じゃあやっぱりノリア先生聖属性持ちなんじゃ?とつい口に出てみたけどまたしてもそれは否定された。
「魔法には初級中級上級の3段階あって、聖魔法の初級は治癒魔法、中級は小規模結界、上級には大規模結界なの。」
先生の話によると、聖属性を持っていても習得できるのは一般的に中級魔法までらしい。
「ディアラ先生とノリア先生のお母さんは上級魔法を扱えるから聖女ということですか。」
「そうね。上級魔法を習得した際、現れるものがあるの。これよ、『聖女の証』といわれているわ。」
そう言って首飾りを見せてくれた。「正確にはこの中心の石のことね。」周りの装飾は後付けで加工したとのこと。
上級魔法習得したら急に石が現れる、なんとも魔法少女ファンタジー的なにおいがしないでもないが、この世界ファンタジーだからなんでもありか。

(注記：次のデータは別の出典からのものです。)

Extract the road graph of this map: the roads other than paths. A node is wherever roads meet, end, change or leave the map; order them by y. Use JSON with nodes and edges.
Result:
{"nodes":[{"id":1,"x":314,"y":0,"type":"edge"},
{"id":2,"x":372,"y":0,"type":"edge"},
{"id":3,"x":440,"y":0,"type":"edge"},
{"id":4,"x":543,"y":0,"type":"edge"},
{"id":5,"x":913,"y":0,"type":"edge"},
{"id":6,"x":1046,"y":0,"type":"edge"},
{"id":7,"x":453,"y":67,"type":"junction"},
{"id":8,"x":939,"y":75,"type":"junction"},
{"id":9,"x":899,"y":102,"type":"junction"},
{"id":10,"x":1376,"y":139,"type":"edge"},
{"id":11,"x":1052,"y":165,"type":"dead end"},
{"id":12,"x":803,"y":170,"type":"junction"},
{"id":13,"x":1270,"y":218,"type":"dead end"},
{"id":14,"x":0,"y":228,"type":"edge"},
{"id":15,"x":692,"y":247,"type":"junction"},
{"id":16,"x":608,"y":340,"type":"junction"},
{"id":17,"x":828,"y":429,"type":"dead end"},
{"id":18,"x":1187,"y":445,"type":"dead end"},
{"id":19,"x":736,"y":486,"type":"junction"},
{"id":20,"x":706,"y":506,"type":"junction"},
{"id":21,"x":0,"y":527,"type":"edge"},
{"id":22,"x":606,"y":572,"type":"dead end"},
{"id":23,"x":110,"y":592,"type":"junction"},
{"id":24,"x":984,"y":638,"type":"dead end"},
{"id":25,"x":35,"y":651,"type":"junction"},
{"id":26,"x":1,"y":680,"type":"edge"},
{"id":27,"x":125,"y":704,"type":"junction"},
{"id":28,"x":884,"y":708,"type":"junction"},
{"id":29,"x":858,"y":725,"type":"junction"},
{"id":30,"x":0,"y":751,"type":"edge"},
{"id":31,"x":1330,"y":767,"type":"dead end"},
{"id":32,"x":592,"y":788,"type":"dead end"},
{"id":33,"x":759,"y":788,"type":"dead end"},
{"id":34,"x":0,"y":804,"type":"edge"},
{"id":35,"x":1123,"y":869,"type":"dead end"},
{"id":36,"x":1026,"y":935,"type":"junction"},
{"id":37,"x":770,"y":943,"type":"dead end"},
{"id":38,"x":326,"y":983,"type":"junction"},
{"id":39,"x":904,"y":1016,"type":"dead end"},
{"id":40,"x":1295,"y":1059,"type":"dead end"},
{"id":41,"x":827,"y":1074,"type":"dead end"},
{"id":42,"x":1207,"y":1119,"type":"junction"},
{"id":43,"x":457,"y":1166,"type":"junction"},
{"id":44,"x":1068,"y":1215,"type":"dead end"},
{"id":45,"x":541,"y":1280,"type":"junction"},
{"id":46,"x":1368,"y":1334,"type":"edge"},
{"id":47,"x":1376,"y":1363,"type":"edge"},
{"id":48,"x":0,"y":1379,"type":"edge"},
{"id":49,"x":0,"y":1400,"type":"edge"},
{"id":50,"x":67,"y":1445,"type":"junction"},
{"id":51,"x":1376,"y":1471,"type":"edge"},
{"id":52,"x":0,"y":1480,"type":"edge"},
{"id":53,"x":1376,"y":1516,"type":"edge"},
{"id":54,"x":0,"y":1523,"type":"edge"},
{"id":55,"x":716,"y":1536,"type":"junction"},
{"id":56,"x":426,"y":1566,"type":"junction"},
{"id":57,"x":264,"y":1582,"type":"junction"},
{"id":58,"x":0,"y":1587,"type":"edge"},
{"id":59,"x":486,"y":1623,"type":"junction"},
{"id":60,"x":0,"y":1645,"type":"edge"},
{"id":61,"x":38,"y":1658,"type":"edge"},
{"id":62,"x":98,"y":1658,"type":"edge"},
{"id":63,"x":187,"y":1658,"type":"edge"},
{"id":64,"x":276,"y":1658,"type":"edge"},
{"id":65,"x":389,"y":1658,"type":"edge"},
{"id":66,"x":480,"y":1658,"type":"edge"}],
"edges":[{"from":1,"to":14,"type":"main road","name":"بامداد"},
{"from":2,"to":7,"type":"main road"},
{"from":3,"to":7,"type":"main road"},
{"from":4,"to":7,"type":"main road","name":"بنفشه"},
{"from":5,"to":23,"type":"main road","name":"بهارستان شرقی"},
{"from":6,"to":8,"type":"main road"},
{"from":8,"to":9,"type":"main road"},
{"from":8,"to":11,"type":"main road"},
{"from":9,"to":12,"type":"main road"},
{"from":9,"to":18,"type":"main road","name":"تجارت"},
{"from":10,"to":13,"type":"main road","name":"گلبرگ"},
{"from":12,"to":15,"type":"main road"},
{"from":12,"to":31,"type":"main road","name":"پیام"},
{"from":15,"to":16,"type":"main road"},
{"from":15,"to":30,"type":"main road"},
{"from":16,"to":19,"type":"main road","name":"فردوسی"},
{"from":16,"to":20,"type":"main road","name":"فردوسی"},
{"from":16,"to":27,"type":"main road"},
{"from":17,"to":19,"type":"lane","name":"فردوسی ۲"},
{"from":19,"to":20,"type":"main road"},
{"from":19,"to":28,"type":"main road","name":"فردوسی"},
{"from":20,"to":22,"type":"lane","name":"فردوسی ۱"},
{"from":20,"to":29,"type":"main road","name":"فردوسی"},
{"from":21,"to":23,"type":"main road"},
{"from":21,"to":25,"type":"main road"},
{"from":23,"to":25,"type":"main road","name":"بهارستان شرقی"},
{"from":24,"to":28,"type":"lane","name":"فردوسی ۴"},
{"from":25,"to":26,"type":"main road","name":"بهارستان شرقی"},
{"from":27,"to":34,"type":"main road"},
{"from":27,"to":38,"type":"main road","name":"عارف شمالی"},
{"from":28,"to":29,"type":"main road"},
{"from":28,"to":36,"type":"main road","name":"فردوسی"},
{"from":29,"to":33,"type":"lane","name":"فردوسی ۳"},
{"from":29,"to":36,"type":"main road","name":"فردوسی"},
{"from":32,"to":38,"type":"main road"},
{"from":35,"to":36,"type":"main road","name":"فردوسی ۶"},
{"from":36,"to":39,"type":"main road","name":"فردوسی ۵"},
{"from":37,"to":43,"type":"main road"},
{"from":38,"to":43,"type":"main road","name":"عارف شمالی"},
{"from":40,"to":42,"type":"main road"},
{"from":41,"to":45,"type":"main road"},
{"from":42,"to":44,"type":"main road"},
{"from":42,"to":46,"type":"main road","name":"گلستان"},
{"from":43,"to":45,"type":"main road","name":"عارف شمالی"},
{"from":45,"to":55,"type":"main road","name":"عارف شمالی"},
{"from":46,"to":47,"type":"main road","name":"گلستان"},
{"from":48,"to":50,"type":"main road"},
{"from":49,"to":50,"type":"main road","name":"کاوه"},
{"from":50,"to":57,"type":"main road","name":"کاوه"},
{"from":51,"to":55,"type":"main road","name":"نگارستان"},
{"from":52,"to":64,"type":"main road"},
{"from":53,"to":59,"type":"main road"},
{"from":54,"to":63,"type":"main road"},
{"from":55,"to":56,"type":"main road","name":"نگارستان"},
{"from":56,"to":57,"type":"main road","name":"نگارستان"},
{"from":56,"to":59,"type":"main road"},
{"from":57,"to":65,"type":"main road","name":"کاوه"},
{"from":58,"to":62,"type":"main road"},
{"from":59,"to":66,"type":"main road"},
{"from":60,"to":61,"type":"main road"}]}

「今まででこの石が現れたのが女性ばかりだったから、いつの間にか聖女と呼ばれるようになってるというわけ。」
男性より女性の方が習得しやすい属性なのだろう。今男の身で私は習得してしまっているわけだが、人知れず世界初の称号を手にしている。
「ただ、その貴重さと能力ゆえ政治、戦争利用に聖女が関わることが歴史上あるのも事実なの。」
生臭い話になってきたぞ。
「それを避けるために、このアカルナ国では聖女達の保身のため、あらかじめ管理される存在よ。」
管理!?頭の中に拘束監禁の危険ワードがよぎったが、ディアラ先生をみるかぎりそれはないな。
「管理って言っても、所在地の確認や私みたいに国直営の施設勤務の紹介介入等だから心配ないわ。」
そのくらいの介入は転生前も普通に国民にあったものだからさして心配事でもないようだ。よかった、怖いことにはならないようで。
「さて、聖女の説明はこれくらいにして次は魔法の方にはいりましょうか。」
この世界での聖女の立ち位置もなんとなく理解できたところで、ディアラ先生が椅子から立ち上がるのに続いて私も立ち上がった。